#### MATERIAL FOR THIS TASK
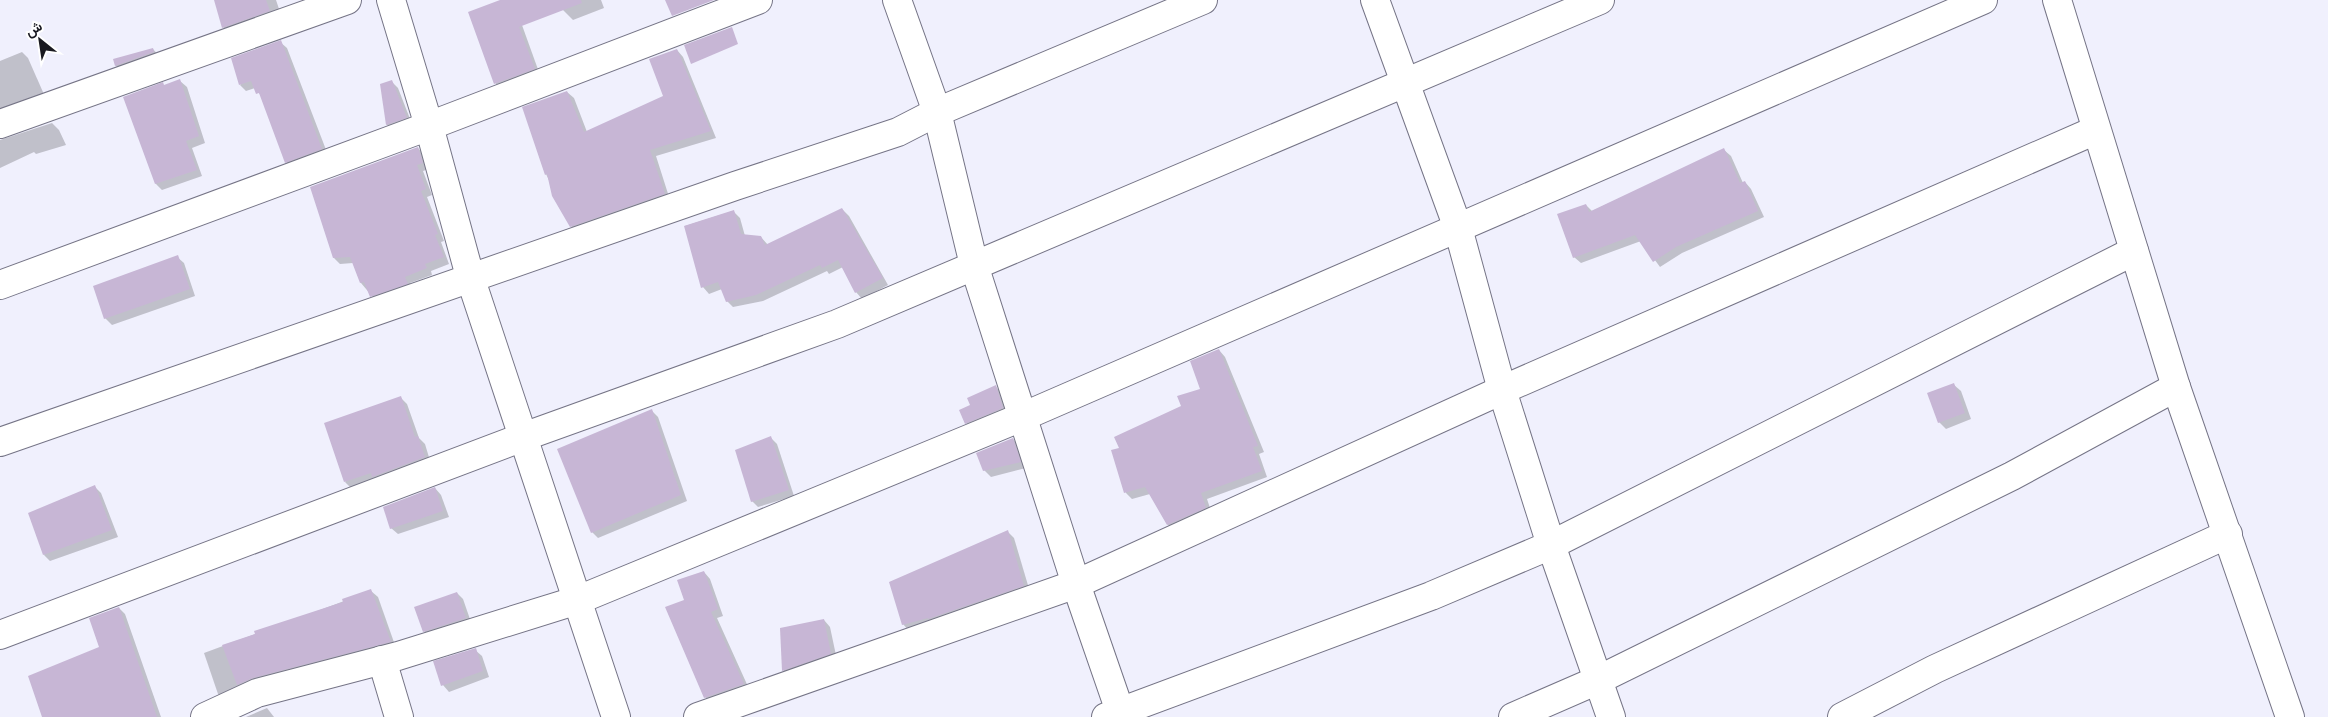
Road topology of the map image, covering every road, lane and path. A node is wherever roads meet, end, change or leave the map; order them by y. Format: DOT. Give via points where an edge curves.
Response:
graph roads {
  1 [pos="347,0"];
  2 [pos="391,0"];
  3 [pos="758,0"];
  4 [pos="897,0"];
  5 [pos="1202,0"];
  6 [pos="1375,0"];
  7 [pos="1600,0"];
  8 [pos="1983,0"];
  9 [pos="2057,0"];
  10 [pos="1404,84"];
  11 [pos="938,112"];
  12 [pos="0,124"];
  13 [pos="429,126"];
  14 [pos="2096,130"];
  15 [pos="1458,228"];
  16 [pos="2134,251"];
  17 [pos="974,265"];
  18 [pos="471,280"];
  19 [pos="0,285"];
  20 [pos="2176,387"];
  21 [pos="1502,390"];
  22 [pos="1022,417"];
  23 [pos="524,437"];
  24 [pos="0,442"];
  25 [pos="2228,534"];
  26 [pos="1551,545"];
  27 [pos="1076,584"];
  28 [pos="578,600"];
  29 [pos="0,635"];
  30 [pos="382,660"];
  31 [pos="1598,680"];
  32 [pos="1116,715"];
  33 [pos="205,717"];
  34 [pos="399,717"];
  35 [pos="616,717"];
  36 [pos="698,717"];
  37 [pos="1513,717"];
  38 [pos="1611,717"];
  39 [pos="1842,717"];
  40 [pos="2290,717"];
  1 -- 12 [label="street"];
  2 -- 13 [label="street"];
  3 -- 13 [label="street"];
  4 -- 11 [label="street"];
  5 -- 11 [label="street"];
  6 -- 10 [label="street"];
  7 -- 10 [label="street"];
  8 -- 15 [label="street"];
  9 -- 14 [label="street"];
  10 -- 15 [label="street"];
  10 -- 17 [label="street"];
  11 -- 17 [label="street"];
  11 -- 18 [label="street" via="898,132"];
  13 -- 18 [label="street"];
  13 -- 19 [label="street"];
  14 -- 16 [label="street"];
  14 -- 21 [label="street"];
  15 -- 21 [label="street"];
  15 -- 22 [label="street"];
  16 -- 20 [label="street"];
  16 -- 26 [label="street"];
  17 -- 22 [label="street"];
  17 -- 23 [label="street" via="837,324"];
  18 -- 23 [label="street"];
  18 -- 24 [label="street"];
  20 -- 25 [label="street"];
  20 -- 31 [label="street" via="2012,476"];
  21 -- 26 [label="street"];
  21 -- 27 [label="street"];
  22 -- 27 [label="street"];
  22 -- 28 [label="street"];
  23 -- 28 [label="street"];
  23 -- 29 [label="street"];
  25 -- 39 [label="street" via="1935,669"];
  25 -- 40 [label="street"];
  26 -- 31 [label="street"];
  26 -- 32 [label="street" via="1431,596"];
  27 -- 32 [label="street"];
  27 -- 36 [label="street"];
  28 -- 30 [label="street"];
  28 -- 35 [label="street"];
  30 -- 33 [label="street" via="257,693"];
  30 -- 34 [label="street"];
  31 -- 37 [label="street"];
  31 -- 38 [label="street"];
}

#### INSTRUCTIONS FOR THE TASK
Transcribe the records word for word and include no pictures.

#### TASK RESULT
Road topology of the map image, covering every road, lane and path. A node is wherever roads meet, end, change or leave the map; order them by y. Format: DOT. Give via points where an edge curves.
Response:
graph roads {
  1 [pos="347,0"];
  2 [pos="391,0"];
  3 [pos="758,0"];
  4 [pos="897,0"];
  5 [pos="1202,0"];
  6 [pos="1375,0"];
  7 [pos="1600,0"];
  8 [pos="1983,0"];
  9 [pos="2057,0"];
  10 [pos="1404,84"];
  11 [pos="938,112"];
  12 [pos="0,124"];
  13 [pos="429,126"];
  14 [pos="2096,130"];
  15 [pos="1458,228"];
  16 [pos="2134,251"];
  17 [pos="974,265"];
  18 [pos="471,280"];
  19 [pos="0,285"];
  20 [pos="2176,387"];
  21 [pos="1502,390"];
  22 [pos="1022,417"];
  23 [pos="524,437"];
  24 [pos="0,442"];
  25 [pos="2228,534"];
  26 [pos="1551,545"];
  27 [pos="1076,584"];
  28 [pos="578,600"];
  29 [pos="0,635"];
  30 [pos="382,660"];
  31 [pos="1598,680"];
  32 [pos="1116,715"];
  33 [pos="205,717"];
  34 [pos="399,717"];
  35 [pos="616,717"];
  36 [pos="698,717"];
  37 [pos="1513,717"];
  38 [pos="1611,717"];
  39 [pos="1842,717"];
  40 [pos="2290,717"];
  1 -- 12 [label="street"];
  2 -- 13 [label="street"];
  3 -- 13 [label="street"];
  4 -- 11 [label="street"];
  5 -- 11 [label="street"];
  6 -- 10 [label="street"];
  7 -- 10 [label="street"];
  8 -- 15 [label="street"];
  9 -- 14 [label="street"];
  10 -- 15 [label="street"];
  10 -- 17 [label="street"];
  11 -- 17 [label="street"];
  11 -- 18 [label="street" via="898,132"];
  13 -- 18 [label="street"];
  13 -- 19 [label="street"];
  14 -- 16 [label="street"];
  14 -- 21 [label="street"];
  15 -- 21 [label="street"];
  15 -- 22 [label="street"];
  16 -- 20 [label="street"];
  16 -- 26 [label="street"];
  17 -- 22 [label="street"];
  17 -- 23 [label="street" via="837,324"];
  18 -- 23 [label="street"];
  18 -- 24 [label="street"];
  20 -- 25 [label="street"];
  20 -- 31 [label="street" via="2012,476"];
  21 -- 26 [label="street"];
  21 -- 27 [label="street"];
  22 -- 27 [label="street"];
  22 -- 28 [label="street"];
  23 -- 28 [label="street"];
  23 -- 29 [label="street"];
  25 -- 39 [label="street" via="1935,669"];
  25 -- 40 [label="street"];
  26 -- 31 [label="street"];
  26 -- 32 [label="street" via="1431,596"];
  27 -- 32 [label="street"];
  27 -- 36 [label="street"];
  28 -- 30 [label="street"];
  28 -- 35 [label="street"];
  30 -- 33 [label="street" via="257,693"];
  30 -- 34 [label="street"];
  31 -- 37 [label="street"];
  31 -- 38 [label="street"];
}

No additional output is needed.